Last week, I got talking with some friends who love to blog stalk (I'm looking at you Hailey, Karlie, Kaylyn). I realized how quickly catching up on blogs became a part of my daily routine. Google Reader is the best thing that ever happened to me. For those of you who don't use it (or any other reader like Blog Lovin' or whatever), I recommend it. I love having all my stuff in one place, with neat little numbers that disappear once I read everything. And it isn't just blogs. I have websites on there too, all that update in my feed whenever there's something new. I love it.

So here it is. My top 10 Favorite Blogs to Stalk.

  1. The Glitter Guide. Awesome, awesome tumblr. My favorite fashion blog. They post a lot, so there's always something to look at. They are what they claim to be: "A guide to all that's chic. fun, and glittery in fashion, trends, design, and food."

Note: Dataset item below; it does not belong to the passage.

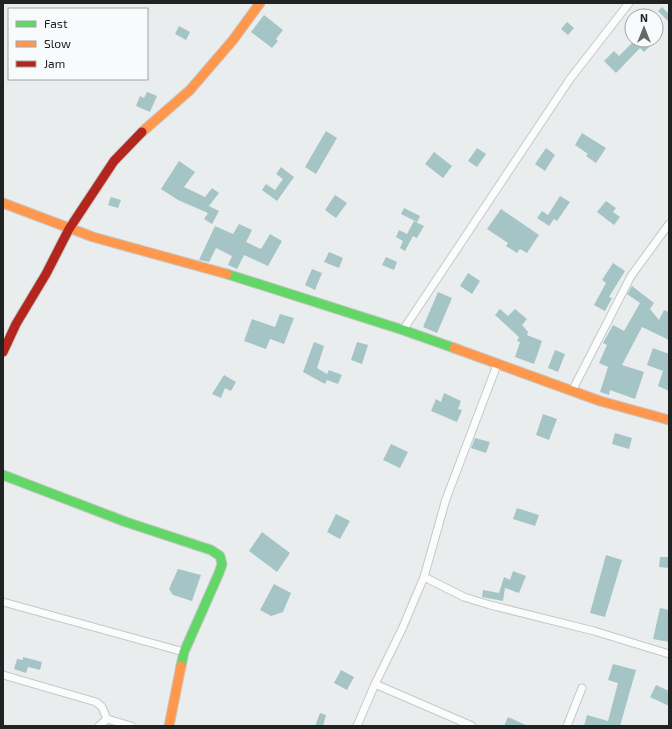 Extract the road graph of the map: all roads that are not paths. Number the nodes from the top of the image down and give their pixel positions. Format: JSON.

  2. Verbal Vomit. This girl is pure genius. Her illustrations make me laugh out loud (LOL). She's a BYU student, too. Click through to read her post "How To Be A Hipster." It's the best blog post I've read in ages. I share it with everyone.
  3. Kendi Everyday. She was one of my earliest fashion blog finds. She's awesome. She does the 30 for 30 challenge frequently. I copy her outfit ideas. Not ashamed to admit it. And she's the only fashion blogger who's text I actually read, instead of just skimming for the outfit pictures. Go Kendi.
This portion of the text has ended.